**Exercise brief**
Identify and copy all lines of the material where the string "graph" is found.

**Material to process**
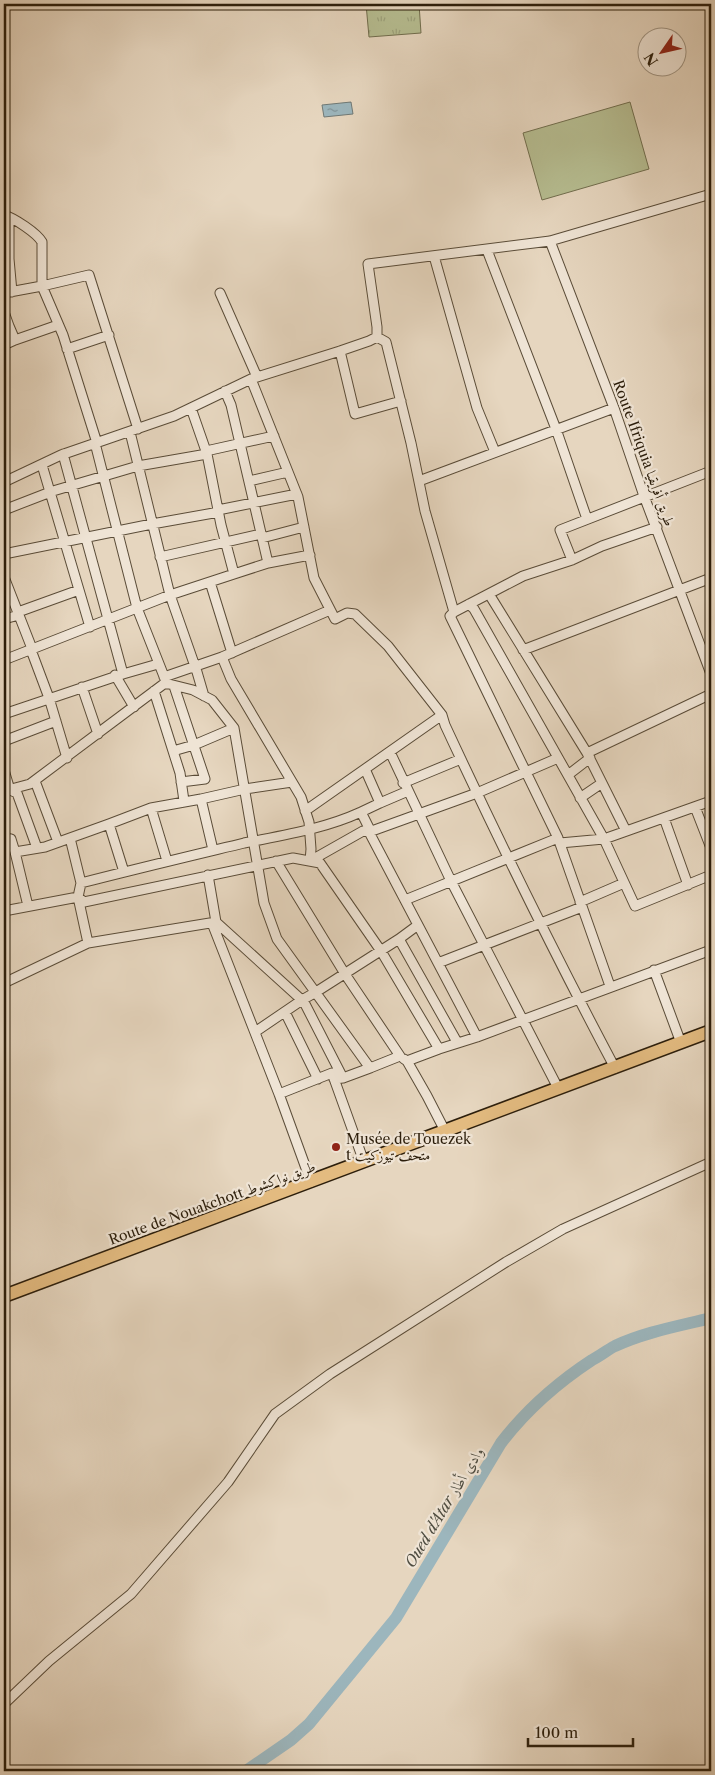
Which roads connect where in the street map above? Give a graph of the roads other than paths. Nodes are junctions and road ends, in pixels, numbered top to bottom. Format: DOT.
graph roads {
  1 [pos="711,194"];
  2 [pos="7,216"];
  3 [pos="550,242"];
  4 [pos="487,250"];
  5 [pos="434,256"];
  6 [pos="6,258"];
  7 [pos="42,286"];
  8 [pos="8,293"];
  9 [pos="220,293"];
  10 [pos="4,312"];
  11 [pos="58,325"];
  12 [pos="6,327"];
  13 [pos="110,335"];
  14 [pos="377,337"];
  15 [pos="15,340"];
  16 [pos="4,345"];
  17 [pos="67,349"];
  18 [pos="340,351"];
  19 [pos="254,378"];
  20 [pos="225,391"];
  21 [pos="401,401"];
  22 [pos="191,408"];
  23 [pos="614,408"];
  24 [pos="556,429"];
  25 [pos="134,430"];
  26 [pos="274,436"];
  27 [pos="96,443"];
  28 [pos="239,444"];
  29 [pos="207,452"];
  30 [pos="495,452"];
  31 [pos="63,454"];
  32 [pos="42,465"];
  33 [pos="138,466"];
  34 [pos="711,471"];
  35 [pos="288,472"];
  36 [pos="104,477"];
  37 [pos="249,481"];
  38 [pos="419,481"];
  39 [pos="4,482"];
  40 [pos="72,485"];
  41 [pos="50,492"];
  42 [pos="297,494"];
  43 [pos="644,496"];
  44 [pos="254,503"];
  45 [pos="4,510"];
  46 [pos="219,511"];
  47 [pos="587,519"];
  48 [pos="152,524"];
  49 [pos="304,527"];
  50 [pos="657,527"];
  51 [pos="117,531"];
  52 [pos="262,536"];
  53 [pos="86,538"];
  54 [pos="226,541"];
  55 [pos="65,542"];
  56 [pos="4,554"];
  57 [pos="310,555"];
  58 [pos="160,557"];
  59 [pos="572,560"];
  60 [pos="268,563"];
  61 [pos="234,574"];
  62 [pos="4,577"];
  63 [pos="711,578"];
  64 [pos="210,582"];
  65 [pos="679,589"];
  66 [pos="79,590"];
  67 [pos="489,594"];
  68 [pos="170,595"];
  69 [pos="469,604"];
  70 [pos="137,608"];
  71 [pos="330,610"];
  72 [pos="454,612"];
  73 [pos="18,613"];
  74 [pos="4,619"];
  75 [pos="107,619"];
  76 [pos="90,627"];
  77 [pos="31,650"];
  78 [pos="523,650"];
  79 [pos="232,653"];
  80 [pos="222,657"];
  81 [pos="4,660"];
  82 [pos="158,664"];
  83 [pos="195,666"];
  84 [pos="711,674"];
  85 [pos="119,675"];
  86 [pos="168,682"];
  87 [pos="82,687"];
  88 [pos="154,691"];
  89 [pos="711,694"];
  90 [pos="204,696"];
  91 [pos="49,698"];
  92 [pos="134,706"];
  93 [pos="4,714"];
  94 [pos="442,715"];
  95 [pos="56,721"];
  96 [pos="234,728"];
  97 [pos="98,734"];
  98 [pos="4,741"];
  99 [pos="194,745"];
  100 [pos="173,751"];
  101 [pos="390,752"];
  102 [pos="588,756"];
  103 [pos="67,758"];
  104 [pos="558,758"];
  105 [pos="461,759"];
  106 [pos="365,769"];
  107 [pos="4,770"];
  108 [pos="526,771"];
  109 [pos="568,775"];
  110 [pos="35,780"];
  111 [pos="181,782"];
  112 [pos="292,782"];
  113 [pos="602,783"];
  114 [pos="406,787"];
  115 [pos="245,789"];
  116 [pos="7,791"];
  117 [pos="477,793"];
  118 [pos="580,798"];
  119 [pos="201,799"];
  120 [pos="184,801"];
  121 [pos="711,801"];
  122 [pos="380,803"];
  123 [pos="695,806"];
  124 [pos="151,808"];
  125 [pos="305,811"];
  126 [pos="361,812"];
  127 [pos="419,814"];
  128 [pos="664,818"];
  129 [pos="109,824"];
  130 [pos="310,831"];
  131 [pos="626,831"];
  132 [pos="370,832"];
  133 [pos="4,838"];
  134 [pos="70,838"];
  135 [pos="604,839"];
  136 [pos="559,840"];
  137 [pos="58,842"];
  138 [pos="253,842"];
  139 [pos="37,848"];
  140 [pos="711,848"];
  141 [pos="213,850"];
  142 [pos="15,852"];
  143 [pos="508,858"];
  144 [pos="167,861"];
  145 [pos="276,861"];
  146 [pos="310,861"];
  147 [pos="257,865"];
  148 [pos="124,872"];
  149 [pos="208,875"];
  150 [pos="711,875"];
  151 [pos="451,881"];
  152 [pos="81,883"];
  153 [pos="624,883"];
  154 [pos="688,885"];
  155 [pos="78,897"];
  156 [pos="405,900"];
  157 [pos="581,905"];
  158 [pos="28,906"];
  159 [pos="4,911"];
  160 [pos="214,922"];
  161 [pos="540,922"];
  162 [pos="418,925"];
  163 [pos="399,939"];
  164 [pos="88,943"];
  165 [pos="483,944"];
  166 [pos="711,950"];
  167 [pos="381,952"];
  168 [pos="438,963"];
  169 [pos="654,970"];
  170 [pos="345,974"];
  171 [pos="4,983"];
  172 [pos="610,986"];
  173 [pos="316,992"];
  174 [pos="578,998"];
  175 [pos="302,1000"];
  176 [pos="285,1012"];
  177 [pos="522,1019"];
  178 [pos="711,1030"];
  179 [pos="255,1032"];
  180 [pos="477,1036"];
  181 [pos="457,1042"];
  182 [pos="680,1043"];
  183 [pos="439,1049"];
  184 [pos="403,1059"];
  185 [pos="370,1068"];
  186 [pos="615,1068"];
  187 [pos="338,1078"];
  188 [pos="318,1079"];
  189 [pos="558,1088"];
  190 [pos="279,1094"];
  191 [pos="445,1132"];
  192 [pos="364,1162"];
  193 [pos="711,1162"];
  194 [pos="311,1182"];
  195 [pos="4,1296"];
  196 [pos="4,1704"];
  1 -- 3 [label="street"];
  2 -- 6 [label="street"];
  2 -- 7 [label="street"];
  3 -- 4 [label="street"];
  3 -- 23 [label="street, Route Ifriquia طريق أفريقيا"];
  4 -- 5 [label="street"];
  4 -- 24 [label="street"];
  5 -- 14 [label="street"];
  5 -- 30 [label="street"];
  6 -- 8 [label="street"];
  7 -- 8 [label="street"];
  7 -- 11 [label="street"];
  7 -- 13 [label="street"];
  9 -- 19 [label="street"];
  10 -- 12 [label="street"];
  11 -- 15 [label="street"];
  11 -- 17 [label="street"];
  12 -- 15 [label="street"];
  13 -- 17 [label="street"];
  13 -- 25 [label="street"];
  14 -- 18 [label="street"];
  14 -- 21 [label="street"];
  15 -- 16 [label="street"];
  17 -- 27 [label="street"];
  18 -- 19 [label="street"];
  18 -- 21 [label="street"];
  19 -- 20 [label="street"];
  19 -- 26 [label="street"];
  20 -- 22 [label="street"];
  20 -- 28 [label="street"];
  21 -- 38 [label="street"];
  22 -- 25 [label="street"];
  22 -- 29 [label="street"];
  23 -- 24 [label="street"];
  23 -- 43 [label="street, Route Ifriquia طريق أفريقيا"];
  24 -- 30 [label="street"];
  24 -- 47 [label="street"];
  25 -- 27 [label="street"];
  25 -- 33 [label="street"];
  26 -- 28 [label="street"];
  26 -- 35 [label="street"];
  27 -- 31 [label="street"];
  27 -- 36 [label="street"];
  28 -- 29 [label="street"];
  28 -- 37 [label="street"];
  29 -- 33 [label="street"];
  29 -- 46 [label="street"];
  30 -- 38 [label="street"];
  31 -- 32 [label="street"];
  31 -- 40 [label="street"];
  32 -- 39 [label="street"];
  32 -- 41 [label="street"];
  33 -- 36 [label="street"];
  33 -- 48 [label="street"];
  34 -- 43 [label="street"];
  35 -- 37 [label="street"];
  35 -- 42 [label="street"];
  36 -- 40 [label="street"];
  36 -- 51 [label="street"];
  37 -- 44 [label="street"];
  38 -- 72 [label="street"];
  40 -- 41 [label="street"];
  40 -- 53 [label="street"];
  41 -- 45 [label="street"];
  41 -- 55 [label="street"];
  42 -- 44 [label="street"];
  42 -- 49 [label="street"];
  43 -- 47 [label="street"];
  43 -- 50 [label="street, Route Ifriquia طريق أفريقيا"];
  44 -- 46 [label="street"];
  44 -- 52 [label="street"];
  46 -- 48 [label="street"];
  46 -- 54 [label="street"];
  47 -- 59 [label="street"];
  48 -- 51 [label="street"];
  48 -- 58 [label="street"];
  49 -- 52 [label="street"];
  49 -- 57 [label="street"];
  50 -- 59 [label="street"];
  50 -- 65 [label="street, Route Ifriquia طريق أفريقيا"];
  51 -- 53 [label="street"];
  51 -- 70 [label="street"];
  52 -- 54 [label="street"];
  52 -- 60 [label="street"];
  53 -- 55 [label="street"];
  53 -- 75 [label="street"];
  54 -- 58 [label="street"];
  54 -- 61 [label="street"];
  55 -- 56 [label="street"];
  55 -- 66 [label="street"];
  57 -- 60 [label="street"];
  57 -- 71 [label="street"];
  58 -- 68 [label="street"];
  59 -- 67 [label="street"];
  60 -- 61 [label="street"];
  61 -- 64 [label="street"];
  62 -- 73 [label="street"];
  63 -- 65 [label="street"];
  64 -- 68 [label="street"];
  64 -- 79 [label="street"];
  65 -- 78 [label="street"];
  65 -- 84 [label="street, Route Ifriquia طريق أفريقيا"];
  66 -- 73 [label="street"];
  66 -- 76 [label="street"];
  67 -- 69 [label="street"];
  67 -- 78 [label="street"];
  68 -- 70 [label="street"];
  68 -- 83 [label="street"];
  69 -- 72 [label="street"];
  69 -- 104 [label="street"];
  70 -- 75 [label="street"];
  70 -- 82 [label="street"];
  71 -- 79 [label="street"];
  71 -- 94 [label="street"];
  72 -- 108 [label="street"];
  73 -- 74 [label="street"];
  73 -- 77 [label="street"];
  75 -- 76 [label="street"];
  75 -- 85 [label="street"];
  76 -- 77 [label="street"];
  77 -- 81 [label="street"];
  77 -- 91 [label="street"];
  78 -- 102 [label="street"];
  79 -- 80 [label="street"];
  80 -- 83 [label="street"];
  80 -- 112 [label="street"];
  82 -- 85 [label="street"];
  82 -- 86 [label="street"];
  83 -- 86 [label="street"];
  83 -- 90 [label="street"];
  85 -- 87 [label="street"];
  85 -- 92 [label="street"];
  86 -- 88 [label="street"];
  86 -- 90 [label="street"];
  86 -- 99 [label="street"];
  87 -- 91 [label="street"];
  87 -- 97 [label="street"];
  88 -- 92 [label="street"];
  88 -- 100 [label="street"];
  89 -- 102 [label="street"];
  90 -- 96 [label="street"];
  91 -- 93 [label="street"];
  91 -- 95 [label="street"];
  92 -- 97 [label="street"];
  94 -- 101 [label="street"];
  94 -- 105 [label="street"];
  95 -- 98 [label="street"];
  95 -- 103 [label="street"];
  96 -- 99 [label="street"];
  96 -- 115 [label="street"];
  97 -- 103 [label="street"];
  99 -- 100 [label="street"];
  99 -- 111 [label="street"];
  100 -- 111 [label="street"];
  101 -- 106 [label="street"];
  101 -- 114 [label="street"];
  102 -- 109 [label="street"];
  102 -- 113 [label="street"];
  103 -- 110 [label="street"];
  104 -- 108 [label="street"];
  104 -- 109 [label="street"];
  105 -- 114 [label="street"];
  105 -- 117 [label="street"];
  106 -- 122 [label="street"];
  106 -- 125 [label="street"];
  107 -- 116 [label="street"];
  108 -- 117 [label="street"];
  108 -- 136 [label="street"];
  109 -- 118 [label="street"];
  110 -- 116 [label="street"];
  110 -- 137 [label="street"];
  111 -- 120 [label="street"];
  112 -- 115 [label="street"];
  112 -- 125 [label="street"];
  113 -- 118 [label="street"];
  113 -- 131 [label="street"];
  114 -- 122 [label="street"];
  114 -- 127 [label="street"];
  115 -- 119 [label="street"];
  115 -- 138 [label="street"];
  116 -- 139 [label="street"];
  117 -- 127 [label="street"];
  117 -- 143 [label="street"];
  118 -- 135 [label="street"];
  119 -- 120 [label="street"];
  119 -- 141 [label="street"];
  120 -- 124 [label="street"];
  121 -- 123 [label="street"];
  122 -- 126 [label="street"];
  123 -- 128 [label="street"];
  123 -- 140 [label="street"];
  124 -- 129 [label="street"];
  124 -- 144 [label="street"];
  125 -- 130 [label="street"];
  126 -- 130 [label="street"];
  126 -- 132 [label="street"];
  127 -- 132 [label="street"];
  127 -- 151 [label="street"];
  128 -- 131 [label="street"];
  128 -- 154 [label="street"];
  129 -- 134 [label="street"];
  129 -- 148 [label="street"];
  130 -- 138 [label="street"];
  130 -- 146 [label="street"];
  131 -- 135 [label="street"];
  132 -- 146 [label="street"];
  132 -- 156 [label="street"];
  133 -- 142 [label="street"];
  134 -- 137 [label="street"];
  134 -- 152 [label="street"];
  135 -- 136 [label="street"];
  135 -- 153 [label="street"];
  136 -- 143 [label="street"];
  136 -- 157 [label="street"];
  137 -- 139 [label="street"];
  138 -- 141 [label="street"];
  138 -- 147 [label="street"];
  139 -- 142 [label="street"];
  141 -- 144 [label="street"];
  142 -- 158 [label="street"];
  143 -- 151 [label="street"];
  143 -- 161 [label="street"];
  144 -- 148 [label="street"];
  145 -- 146 [label="street"];
  145 -- 147 [label="street"];
  145 -- 170 [label="street"];
  146 -- 167 [label="street"];
  147 -- 149 [label="street"];
  147 -- 173 [label="street"];
  148 -- 152 [label="street"];
  149 -- 155 [label="street"];
  149 -- 160 [label="street"];
  150 -- 154 [label="street"];
  151 -- 156 [label="street"];
  151 -- 165 [label="street"];
  152 -- 155 [label="street"];
  153 -- 154 [label="street"];
  153 -- 157 [label="street"];
  155 -- 158 [label="street"];
  155 -- 164 [label="street"];
  156 -- 162 [label="street"];
  157 -- 161 [label="street"];
  157 -- 172 [label="street"];
  158 -- 159 [label="street"];
  160 -- 164 [label="street"];
  160 -- 175 [label="street"];
  160 -- 179 [label="street"];
  161 -- 165 [label="street"];
  161 -- 174 [label="street"];
  162 -- 163 [label="street"];
  162 -- 168 [label="street"];
  163 -- 167 [label="street"];
  163 -- 181 [label="street"];
  164 -- 171 [label="street"];
  165 -- 168 [label="street"];
  165 -- 177 [label="street"];
  166 -- 169 [label="street"];
  167 -- 170 [label="street"];
  167 -- 183 [label="street"];
  168 -- 180 [label="street"];
  169 -- 172 [label="street"];
  169 -- 182 [label="street"];
  170 -- 173 [label="street"];
  170 -- 184 [label="street"];
  172 -- 174 [label="street"];
  173 -- 175 [label="street"];
  173 -- 185 [label="street"];
  174 -- 177 [label="street"];
  174 -- 186 [label="street"];
  175 -- 176 [label="street"];
  175 -- 187 [label="street"];
  176 -- 179 [label="street"];
  176 -- 188 [label="street"];
  177 -- 180 [label="street"];
  177 -- 189 [label="street"];
  178 -- 182 [label="highway, Route de Nouakchott طريق نواكشوط"];
  179 -- 190 [label="street"];
  180 -- 181 [label="street"];
  181 -- 183 [label="street"];
  182 -- 186 [label="highway, Route de Nouakchott طريق نواكشوط"];
  183 -- 184 [label="street"];
  184 -- 185 [label="street"];
  184 -- 191 [label="street"];
  185 -- 187 [label="street"];
  186 -- 189 [label="highway, Route de Nouakchott طريق نواكشوط"];
  187 -- 188 [label="street"];
  187 -- 192 [label="street"];
  188 -- 190 [label="street"];
  189 -- 191 [label="highway, Route de Nouakchott طريق نواكشوط"];
  190 -- 194 [label="street"];
  191 -- 192 [label="highway, Route de Nouakchott طريق نواكشوط"];
  192 -- 194 [label="highway, Route de Nouakchott طريق نواكشوط"];
  193 -- 196 [label="street"];
  194 -- 195 [label="highway, Route de Nouakchott طريق نواكشوط"];
}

**Reply to the exercise**
Which roads connect where in the street map above? Give a graph of the roads other than paths. Nodes are junctions and road ends, in pixels, numbered top to bottom. Format: DOT.
graph roads {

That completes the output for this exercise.